Einige von euch Träumen insgeheim oder öffentlich davon aus ihrem Hobby ein Beruf machen zu können und nicht zusätzlich zum normalen Job den Verein am Laufen zu halten. Am Laufen halten ist das große Problem, was viele Verein in den letzten Jahren immer wieder haben. Der Wunsch, einen Verein ehrenamtlich zu unterstützen, sinkt gefühlt jährlich immer mehr, sodass sich Funktionäre immer wieder überlegen müssen, wie sie die aktuell anfallenden Arbeiten überhaupt noch stemmen können. Da kommt der Gedanken, dass hauptamtliche Mitarbeiter sich um den aktuellen Tagesbedarf kümmern, sehr recht.

Ein weiterer Vorteil wäre die damit verbundene Qualitätssteigerung. Ehrenamtliche Vereinsmenschen bringen oftmals nicht die nötige Erfahrung oder das Wissen mit, um den Verein zielführend weiterzuentwickeln. Es wird nur der aktuelle Status quo aufrechterhalten, aber so richtig vorankommen Verein mit ausschließlich ehrenamtlichen Unterstützern selten. Die Landesverbände versuchen durch Qualifizierungen und Lizenzen eine Grundqualität zu erreichen, aber es bedarf natürlich auch die Zeit, sich dieser Herausforderung zu stellen.
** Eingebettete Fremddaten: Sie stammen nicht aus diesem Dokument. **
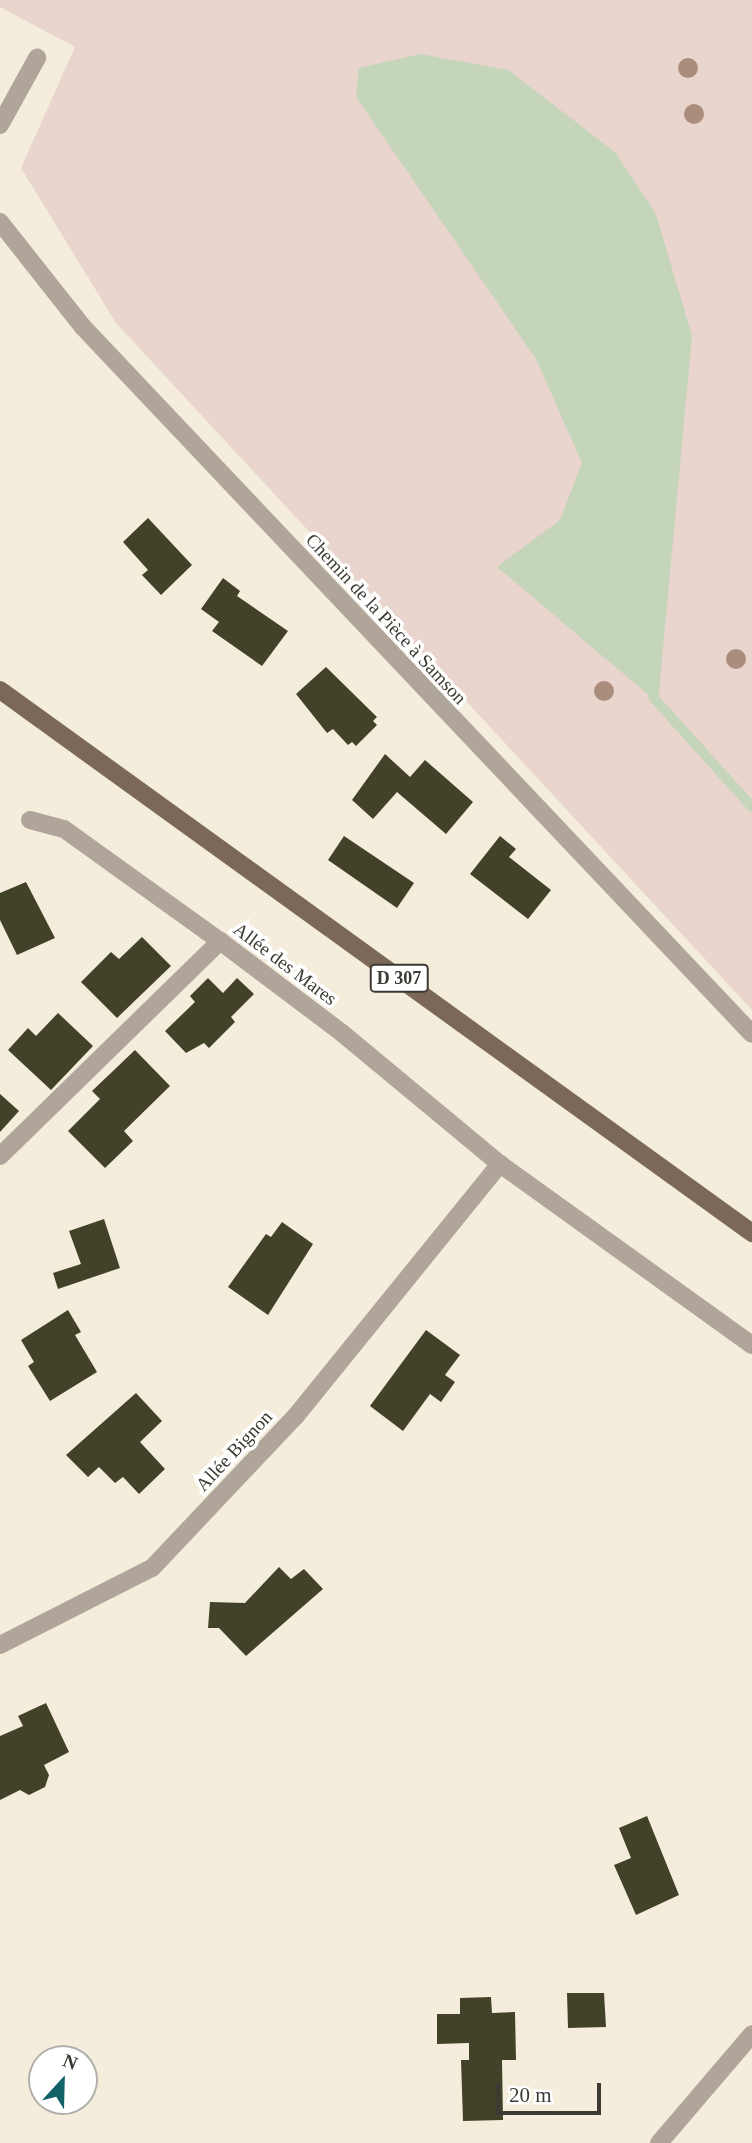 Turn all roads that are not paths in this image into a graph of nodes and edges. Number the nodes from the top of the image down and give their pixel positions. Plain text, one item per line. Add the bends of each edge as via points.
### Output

Hauptamtliche Mitarbeiter sorgen zusätzlich für eine Professionalisierung, die einen positiven Imagegewinn für die Vereinslandschaft bedeutet. Kommerzielle Anbieter werden heutzutage Positiver und Attraktiver wahrgenommen. Das ist gerade bei der Zielgruppe der jungen Erwachsenen ein Problem, weil Vereine hier große Schwierigkeiten haben, diese Zielgruppe im Verein zu behalten und für einen geschlossenen Vereinskreislauf zu sorgen. Hauptamtliche Mitarbeiter schaffen Arbeit für diese Zielgruppe und können dafür sorgen, dass ebenfalls durch gezielte Marketingaktionen das Image der Vereinslandschaft sich positiv verschiebt, um hier eine stärke Konkurrenz zu den kommerziellen Anbietern aufzubauen. 

Nachteil

Die Kosten sind natürlich als sehr wichtiger Faktor anzusprechen. Mitarbeiter müssen bezahlt werden und sorgen für immense Kosten, die viele nicht bereit sind zu bezahlen. Oftmals ist der Verein nicht dafür ausgelegt und die Umstellung auf ein neues System ist ebenfalls nicht gewünscht. Der bekannte Spruch: „Das war schon immer so!“ hat hier sehr starke Strahlkraft und sorgt für Negativität. Zusätzlich sind die Mitglieder oftmals nicht bereit die zusätzlichen Kosten zu tragen, weil sie den Vorteil nicht bereit sind mitzufinanzieren.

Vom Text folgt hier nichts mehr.